> Prompt
Copy, from the entries below, each line in which the string "dead" appears.

══════════════════════════════

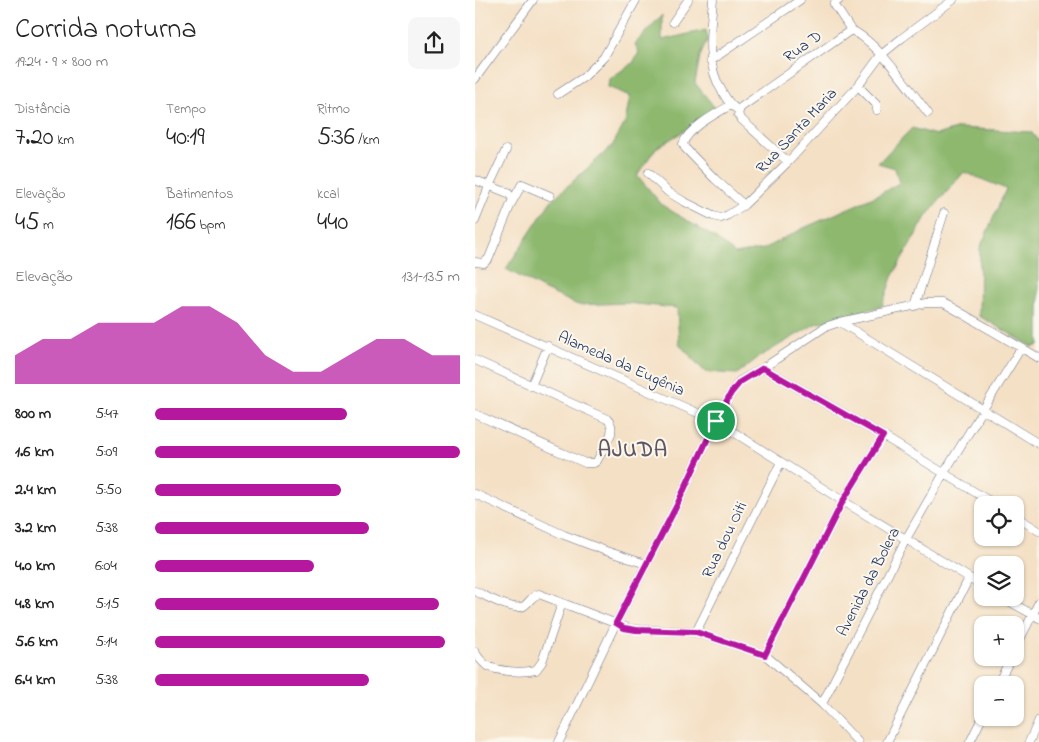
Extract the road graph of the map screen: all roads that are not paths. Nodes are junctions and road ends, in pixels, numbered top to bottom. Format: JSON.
{"nodes":[{"id":1,"x":533,"y":0,"type":"edge"},
{"id":2,"x":636,"y":0,"type":"edge"},
{"id":3,"x":688,"y":0,"type":"edge"},
{"id":4,"x":713,"y":0,"type":"edge"},
{"id":5,"x":800,"y":0,"type":"edge"},
{"id":6,"x":953,"y":0,"type":"edge"},
{"id":7,"x":835,"y":1,"type":"edge"},
{"id":8,"x":673,"y":22,"type":"dead end"},
{"id":9,"x":851,"y":30,"type":"junction"},
{"id":10,"x":881,"y":55,"type":"junction"},
{"id":11,"x":710,"y":61,"type":"junction"},
{"id":12,"x":475,"y":80,"type":"edge"},
{"id":13,"x":858,"y":86,"type":"junction"},
{"id":14,"x":558,"y":94,"type":"dead end"},
{"id":15,"x":731,"y":105,"type":"junction"},
{"id":16,"x":877,"y":110,"type":"dead end"},
{"id":17,"x":738,"y":111,"type":"junction"},
{"id":18,"x":928,"y":113,"type":"dead end"},
{"id":19,"x":506,"y":150,"type":"dead end"},
{"id":20,"x":788,"y":162,"type":"junction"},
{"id":21,"x":648,"y":173,"type":"dead end"},
{"id":22,"x":475,"y":180,"type":"edge"},
{"id":23,"x":490,"y":184,"type":"junction"},
{"id":24,"x":550,"y":196,"type":"dead end"},
{"id":25,"x":512,"y":198,"type":"junction"},
{"id":26,"x":744,"y":205,"type":"junction"},
{"id":27,"x":945,"y":213,"type":"dead end"},
{"id":28,"x":475,"y":222,"type":"edge"},
{"id":29,"x":475,"y":262,"type":"edge"},
{"id":30,"x":915,"y":306,"type":"junction"},
{"id":31,"x":475,"y":315,"type":"edge"},
{"id":32,"x":839,"y":322,"type":"junction"},
{"id":33,"x":548,"y":346,"type":"junction"},
{"id":34,"x":1021,"y":348,"type":"junction"},
{"id":35,"x":1039,"y":358,"type":"edge"},
{"id":36,"x":475,"y":360,"type":"edge"},
{"id":37,"x":763,"y":368,"type":"junction"},
{"id":38,"x":531,"y":386,"type":"junction"},
{"id":39,"x":983,"y":410,"type":"junction"},
{"id":40,"x":475,"y":414,"type":"edge"},
{"id":41,"x":716,"y":421,"type":"junction"},
{"id":42,"x":883,"y":436,"type":"junction"},
{"id":43,"x":1039,"y":444,"type":"edge"},
{"id":44,"x":781,"y":462,"type":"junction"},
{"id":45,"x":944,"y":473,"type":"junction"},
{"id":46,"x":475,"y":494,"type":"edge"},
{"id":47,"x":981,"y":496,"type":"edge"},
{"id":48,"x":843,"y":501,"type":"junction"},
{"id":49,"x":1024,"y":522,"type":"edge"},
{"id":50,"x":1039,"y":531,"type":"edge"},
{"id":51,"x":906,"y":539,"type":"junction"},
{"id":52,"x":646,"y":564,"type":"junction"},
{"id":53,"x":969,"y":578,"type":"junction"},
{"id":54,"x":974,"y":581,"type":"edge"},
{"id":55,"x":475,"y":591,"type":"edge"},
{"id":56,"x":1039,"y":602,"type":"edge"},
{"id":57,"x":562,"y":603,"type":"junction"},
{"id":58,"x":1018,"y":606,"type":"edge"},
{"id":59,"x":1036,"y":616,"type":"edge"},
{"id":60,"x":616,"y":623,"type":"junction"},
{"id":61,"x":696,"y":632,"type":"junction"},
{"id":62,"x":1024,"y":635,"type":"edge"},
{"id":63,"x":475,"y":652,"type":"edge"},
{"id":64,"x":765,"y":655,"type":"junction"},
{"id":65,"x":481,"y":660,"type":"junction"},
{"id":66,"x":475,"y":667,"type":"edge"},
{"id":67,"x":822,"y":704,"type":"junction"},
{"id":68,"x":1039,"y":720,"type":"edge"},
{"id":69,"x":978,"y":726,"type":"edge"},
{"id":70,"x":559,"y":742,"type":"edge"},
{"id":71,"x":859,"y":742,"type":"edge"},
{"id":72,"x":887,"y":742,"type":"edge"},
{"id":73,"x":970,"y":742,"type":"edge"},
{"id":74,"x":1029,"y":742,"type":"edge"}],
"edges":[{"from":1,"to":12,"type":"street"},
{"from":2,"to":14,"type":"street"},
{"from":3,"to":8,"type":"street"},
{"from":4,"to":11,"type":"street"},
{"from":5,"to":11,"type":"street"},
{"from":6,"to":10,"type":"street","name":"Rua Santa Maria"},
{"from":7,"to":9,"type":"street"},
{"from":9,"to":10,"type":"street"},
{"from":9,"to":17,"type":"street","name":"Rua D"},
{"from":10,"to":13,"type":"street","name":"Rua Santa Maria"},
{"from":10,"to":18,"type":"street"},
{"from":11,"to":15,"type":"street"},
{"from":13,"to":16,"type":"street"},
{"from":13,"to":20,"type":"street","name":"Rua Santa Maria"},
{"from":15,"to":17,"type":"street"},
{"from":15,"to":26,"type":"street"},
{"from":17,"to":20,"type":"street"},
{"from":19,"to":23,"type":"street"},
{"from":20,"to":26,"type":"street","name":"Rua Santa Maria"},
{"from":21,"to":26,"type":"street","name":"Rua Santa Maria"},
{"from":22,"to":23,"type":"street"},
{"from":23,"to":25,"type":"street"},
{"from":23,"to":28,"type":"street"},
{"from":24,"to":25,"type":"street"},
{"from":25,"to":29,"type":"street"},
{"from":27,"to":30,"type":"street"},
{"from":30,"to":32,"type":"street"},
{"from":30,"to":34,"type":"street"},
{"from":31,"to":33,"type":"street","name":"Alameda da Eugênia"},
{"from":32,"to":37,"type":"street"},
{"from":32,"to":39,"type":"street"},
{"from":33,"to":38,"type":"street"},
{"from":33,"to":41,"type":"street","name":"Alameda da Eugênia"},
{"from":34,"to":35,"type":"street"},
{"from":34,"to":39,"type":"street","name":"Avenida da Bolera"},
{"from":36,"to":38,"type":"street"},
{"from":37,"to":41,"type":"street"},
{"from":37,"to":42,"type":"street"},
{"from":38,"to":40,"type":"street"},
{"from":39,"to":43,"type":"street"},
{"from":39,"to":45,"type":"street","name":"Avenida da Bolera"},
{"from":41,"to":44,"type":"street","name":"Alameda da Eugênia"},
{"from":41,"to":52,"type":"street"},
{"from":42,"to":45,"type":"street"},
{"from":42,"to":48,"type":"street"},
{"from":44,"to":48,"type":"street","name":"Alameda da Eugênia"},
{"from":44,"to":61,"type":"street","name":"Rua dou Oiti"},
{"from":45,"to":47,"type":"street"},
{"from":45,"to":51,"type":"street","name":"Avenida da Bolera"},
{"from":46,"to":52,"type":"street"},
{"from":48,"to":51,"type":"street","name":"Alameda da Eugênia"},
{"from":48,"to":64,"type":"street"},
{"from":49,"to":50,"type":"street"},
{"from":51,"to":53,"type":"street","name":"Alameda da Eugênia"},
{"from":51,"to":67,"type":"street","name":"Avenida da Bolera"},
{"from":52,"to":60,"type":"street"},
{"from":53,"to":54,"type":"street","name":"Alameda da Eugênia"},
{"from":53,"to":72,"type":"street"},
{"from":55,"to":57,"type":"street"},
{"from":56,"to":59,"type":"street"},
{"from":57,"to":60,"type":"street"},
{"from":57,"to":65,"type":"street"},
{"from":58,"to":59,"type":"street"},
{"from":59,"to":62,"type":"street"},
{"from":60,"to":61,"type":"street"},
{"from":60,"to":70,"type":"street"},
{"from":61,"to":64,"type":"street"},
{"from":63,"to":65,"type":"street"},
{"from":64,"to":67,"type":"street"},
{"from":65,"to":66,"type":"street"},
{"from":67,"to":71,"type":"street"},
{"from":68,"to":74,"type":"street"},
{"from":69,"to":73,"type":"street"}]}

══════════════════════════════

> Task response
{"id":8,"x":673,"y":22,"type":"dead end"},
{"id":14,"x":558,"y":94,"type":"dead end"},
{"id":16,"x":877,"y":110,"type":"dead end"},
{"id":18,"x":928,"y":113,"type":"dead end"},
{"id":19,"x":506,"y":150,"type":"dead end"},
{"id":21,"x":648,"y":173,"type":"dead end"},
{"id":24,"x":550,"y":196,"type":"dead end"},
{"id":27,"x":945,"y":213,"type":"dead end"},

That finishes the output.